James K. Baker, L. H. Warren and Herbert Jenkins, Jr., Birmingham, for appellant.

Norman K. Brown, Bessemer, for appellees.

BEATTY, Justice.

Defendant, City of Birmingham, appeals from a trial court's decree enjoining the City's maintenance of certain public and private nuisances and from a judgment awarding four individuals an aggregate of $13,000.00 in damages. We reverse and remand.

Plaintiff, the City of Fairfield, sought a permanent injunction to restrain Birmingham from "collecting and diverting surface waters . . . into drains, pipes, conduits or artificial channels and precipitating and casting such surface waters in increased quantity, volume, and velocity" onto the streets of Fairfield and upon the property of the citizens of Fairfield. The complaint characterized the conditions complained of as a public nuisance and sought an award of money damages in addition to abatement (by injunction) of the nuisance. Approximately one year after the complaint was filed, several Fairfield residents were allowed to intervene under ARCP 24 as parties plaintiff. They too sought both injunctive relief and money damages.
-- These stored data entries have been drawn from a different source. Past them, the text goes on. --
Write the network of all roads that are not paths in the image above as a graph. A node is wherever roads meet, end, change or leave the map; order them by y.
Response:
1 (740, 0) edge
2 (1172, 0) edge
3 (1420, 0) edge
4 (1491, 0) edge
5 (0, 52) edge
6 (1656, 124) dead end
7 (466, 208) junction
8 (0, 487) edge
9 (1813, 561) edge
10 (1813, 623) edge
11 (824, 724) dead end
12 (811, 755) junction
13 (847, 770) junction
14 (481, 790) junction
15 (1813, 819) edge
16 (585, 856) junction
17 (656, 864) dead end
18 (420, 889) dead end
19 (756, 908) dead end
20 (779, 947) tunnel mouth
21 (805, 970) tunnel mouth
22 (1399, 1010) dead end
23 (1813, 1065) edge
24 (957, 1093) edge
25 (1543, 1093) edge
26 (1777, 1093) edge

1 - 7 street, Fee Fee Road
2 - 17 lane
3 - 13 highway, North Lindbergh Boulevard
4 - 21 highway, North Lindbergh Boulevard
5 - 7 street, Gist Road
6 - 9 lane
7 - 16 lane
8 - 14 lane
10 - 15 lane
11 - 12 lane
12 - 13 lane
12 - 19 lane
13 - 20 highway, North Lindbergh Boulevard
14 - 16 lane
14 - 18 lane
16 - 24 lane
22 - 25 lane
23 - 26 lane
Evidence at the trial court level was taken before two special masters appointed by the court under Rule 53, ARCP. In general the record reveals that, prior to 1971, there was a flooding problem in the Mechanicsville area of Birmingham. It appears that this flooding resulted from the overflowing of a natural drainage ditch utilized by Birmingham in its storm drainage system. For many years the open ditch has run to the Birmingham city limits, where it connects with a 36-inch pipe which is located at the beginning of Fairfield's storm drainage system. Several Mechanicsville residents (whose property had become flooded when the ditch overflowed) sued Birmingham, seeking both injunctive relief and damages. That suit was settled when Birmingham agreed to improve the system in the Mechanicsville area by putting pipes in the ditch and covering them. The improvements were made in late 1970 and early 1971, culminating with a 66-inch pipe terminating near the Birmingham-Fairfield boundary. From the point where the Birmingham pipe ends, the open ditch continues for approximately 15 feet to the Fairfield city limits; at that point the ditch joins the 36-inch pipe that represents the inception of Fairfield's storm sewer system.
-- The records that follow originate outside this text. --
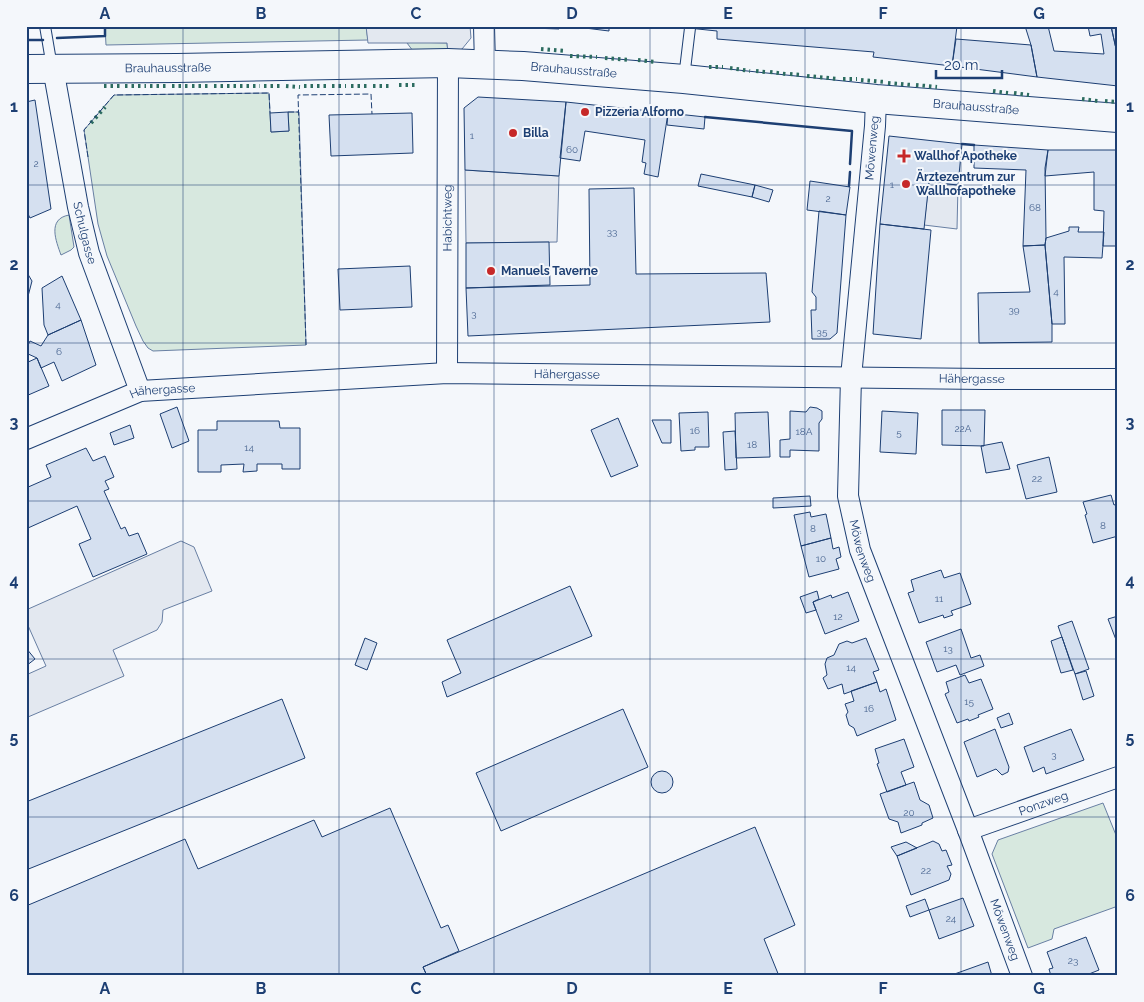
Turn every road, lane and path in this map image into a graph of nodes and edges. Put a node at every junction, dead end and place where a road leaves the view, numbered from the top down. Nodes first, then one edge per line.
1 (45, 26) edge
2 (484, 26) edge
3 (690, 28) dead end
4 (448, 63) junction
5 (485, 65) junction
6 (39, 68) edge
7 (684, 79) junction
8 (876, 99) junction
9 (1118, 118) edge
10 (446, 373) junction
11 (851, 377) junction
12 (1118, 379) edge
13 (140, 391) junction
14 (26, 439) edge
15 (1118, 777) edge
16 (968, 830) junction
17 (1022, 976) edge

1 - 6 lane
2 - 5 street
3 - 7 lane
4 - 5 main road, Brauhausstraße
4 - 6 main road, Brauhausstraße
4 - 10 street, Habichtweg
5 - 7 main road, Brauhausstraße
6 - 13 street, Schulgasse
7 - 8 main road, Brauhausstraße
8 - 9 main road, Brauhausstraße
8 - 11 street, Möwenweg
10 - 11 street, Hähergasse
10 - 13 street, Hähergasse
11 - 12 street, Hähergasse
11 - 16 street, Möwenweg
13 - 14 street, Hähergasse
15 - 16 street, Ponzweg
16 - 17 street, Möwenweg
The improvements were successful in alleviating the flooding problem in the Mechanicsville section of Birmingham, but a Pre-existing flooding problem in Fairfield was aggravated to some degree due to the increased rate of flow through the 66-inch pipe. This increased flooding in Fairfield is the subject of this action.

Apparently Fairfield's 36-inch pipe cannot handle all of the water flowing into it from the ditch at the end of the Birmingham system. During relatively heavy rains, storm water flows over the banks of the ditch and onto Avenue H in Fairfield; the water eventually collects on the private property of some of the Fairfield residents who intervened in this action.

At the conclusion of the evidence, the special masters made detailed findings of fact and conclusions of law which may be summarized as follows:

Fairfield's storm drainage system was inadequate at its inception and no flooding would occur if Fairfield had an adequate system. On the other hand, the Birmingham improvements were soundly constructed in accord with good engineering practices. The area now drained by the two systems is the same as it was before the improvements were made, but the new Birmingham pipe "had the result of shifting a flooding problem downstream, thereby aggravating an infrequent existing flooding problem downstream (in Fairfield)." Since the installation of the improvements, the flooding has increased in frequency and severity due to the fact that a smaller storm now has the same flooding effect that a more severe storm had before the new pipe was installed; the capacity of Fairfield's 36-inch pipe is now reached more quickly as a consequence of the increased and more efficient discharge of water that was made possible by the Mechanicsville improvements.

The masters concluded that "the increased flooding caused by the increased rate of discharge and decrease in the time of concentration constitutes a public nuisance and a private nuisance" (to four of the intervenors) and that the nuisances should both be abated. The masters also recommended that damages be awarded to the four prevailing intervenors.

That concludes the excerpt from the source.